Question: "Beer Fox, I have been reading about beer styles and would like to know what SRM numbers are. Can you help?" J.C., Arvada, Colorado, USA
Answer: SRM is the abbreviation for Standard Reference Method, a scale used to classify the color of beer in the USA. It is based on degrees Lovibond (degL). Calibrations between the SRM scale and degL scale are similar.
Commercial breweries measure this color using a spectrophotometer, a sophisticated device that provides an accurate machine measurement of the quantity of monochromatic light, either absorbed, or passing through, the liquid. This instrument produces data that describes the color of the sample product, ranging from the almost colorless (2-3) American light lagers to the almost black (30-40+) stouts and porters.

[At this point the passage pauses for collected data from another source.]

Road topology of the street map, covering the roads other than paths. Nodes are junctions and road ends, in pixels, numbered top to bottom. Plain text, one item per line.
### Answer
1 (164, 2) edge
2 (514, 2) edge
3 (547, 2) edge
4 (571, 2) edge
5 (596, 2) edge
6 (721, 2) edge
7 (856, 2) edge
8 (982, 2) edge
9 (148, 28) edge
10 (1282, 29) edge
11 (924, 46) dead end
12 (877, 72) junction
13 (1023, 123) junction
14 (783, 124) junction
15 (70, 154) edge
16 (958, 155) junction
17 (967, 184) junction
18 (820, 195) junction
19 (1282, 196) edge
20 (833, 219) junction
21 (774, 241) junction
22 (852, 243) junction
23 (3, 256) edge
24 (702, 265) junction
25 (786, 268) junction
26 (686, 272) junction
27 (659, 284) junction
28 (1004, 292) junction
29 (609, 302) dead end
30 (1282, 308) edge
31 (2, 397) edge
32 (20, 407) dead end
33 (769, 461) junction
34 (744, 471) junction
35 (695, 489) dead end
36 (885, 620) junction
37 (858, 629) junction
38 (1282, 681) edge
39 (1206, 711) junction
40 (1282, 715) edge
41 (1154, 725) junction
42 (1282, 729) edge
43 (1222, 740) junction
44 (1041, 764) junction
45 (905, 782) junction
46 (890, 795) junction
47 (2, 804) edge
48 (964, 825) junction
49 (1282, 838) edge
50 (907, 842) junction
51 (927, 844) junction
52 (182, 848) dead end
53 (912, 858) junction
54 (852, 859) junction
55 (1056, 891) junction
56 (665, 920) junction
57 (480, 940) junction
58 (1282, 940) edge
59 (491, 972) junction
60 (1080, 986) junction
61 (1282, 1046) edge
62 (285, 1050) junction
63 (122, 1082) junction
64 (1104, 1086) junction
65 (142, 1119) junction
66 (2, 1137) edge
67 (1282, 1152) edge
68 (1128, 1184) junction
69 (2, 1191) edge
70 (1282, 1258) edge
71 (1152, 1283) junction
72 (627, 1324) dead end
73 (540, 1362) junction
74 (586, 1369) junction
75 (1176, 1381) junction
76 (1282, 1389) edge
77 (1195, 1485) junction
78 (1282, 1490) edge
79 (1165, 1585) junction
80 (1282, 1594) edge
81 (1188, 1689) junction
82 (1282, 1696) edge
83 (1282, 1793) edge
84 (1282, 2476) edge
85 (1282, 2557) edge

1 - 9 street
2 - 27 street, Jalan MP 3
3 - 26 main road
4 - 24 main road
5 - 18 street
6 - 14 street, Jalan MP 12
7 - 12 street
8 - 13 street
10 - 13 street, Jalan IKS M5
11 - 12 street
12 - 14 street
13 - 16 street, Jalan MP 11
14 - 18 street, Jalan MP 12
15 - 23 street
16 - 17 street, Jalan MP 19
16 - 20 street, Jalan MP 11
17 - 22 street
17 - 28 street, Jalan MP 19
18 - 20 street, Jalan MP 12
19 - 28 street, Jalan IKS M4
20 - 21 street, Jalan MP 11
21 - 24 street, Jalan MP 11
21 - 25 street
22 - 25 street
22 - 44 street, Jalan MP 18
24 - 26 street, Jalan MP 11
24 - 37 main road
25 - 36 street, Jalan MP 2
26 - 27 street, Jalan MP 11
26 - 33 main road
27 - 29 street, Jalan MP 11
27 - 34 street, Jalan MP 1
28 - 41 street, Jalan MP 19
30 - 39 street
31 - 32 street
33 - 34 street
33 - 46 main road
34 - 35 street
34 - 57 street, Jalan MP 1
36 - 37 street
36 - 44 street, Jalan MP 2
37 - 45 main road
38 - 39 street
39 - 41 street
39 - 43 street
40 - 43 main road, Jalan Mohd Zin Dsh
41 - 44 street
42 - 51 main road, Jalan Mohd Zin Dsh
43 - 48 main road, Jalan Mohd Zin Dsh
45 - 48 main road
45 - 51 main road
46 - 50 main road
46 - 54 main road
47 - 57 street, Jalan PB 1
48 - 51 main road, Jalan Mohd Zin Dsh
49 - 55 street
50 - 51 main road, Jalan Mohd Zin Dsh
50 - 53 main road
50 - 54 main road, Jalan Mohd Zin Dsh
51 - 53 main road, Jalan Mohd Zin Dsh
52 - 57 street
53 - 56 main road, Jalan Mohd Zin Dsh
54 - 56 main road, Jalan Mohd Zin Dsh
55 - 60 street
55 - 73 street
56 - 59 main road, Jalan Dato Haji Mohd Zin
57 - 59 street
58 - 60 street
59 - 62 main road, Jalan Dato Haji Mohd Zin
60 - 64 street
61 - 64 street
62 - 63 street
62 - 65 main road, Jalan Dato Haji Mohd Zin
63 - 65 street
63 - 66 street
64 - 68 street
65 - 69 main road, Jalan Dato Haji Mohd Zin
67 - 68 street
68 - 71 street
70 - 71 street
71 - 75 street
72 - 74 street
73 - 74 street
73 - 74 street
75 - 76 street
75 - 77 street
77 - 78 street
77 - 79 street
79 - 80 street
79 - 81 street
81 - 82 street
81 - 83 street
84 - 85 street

Homebrewers do not have the advantage of such expensive equipment. However, as an aide to fellow brewers, the State of Franklin Homebrewers has provided a color chart for your convenience.
A few things to keep in mind when evaluating a beer for color:
View beer in a white room – White walls, white tablecloth, through a clear, colorless glass.
Use uniform, bright light when viewing.
Color appears denser if you look through more beer. When comparing beer color, always look through a glass that is the same for each beer.
Turbidity and bubbles cause a beer to appear lighter than it is.
Measure at room temperature to avoid chill haze.
Numbers on the SRM scale are not linear. A beer that has an SRM of 20 is not two times darker than a beer with a measurement of 10.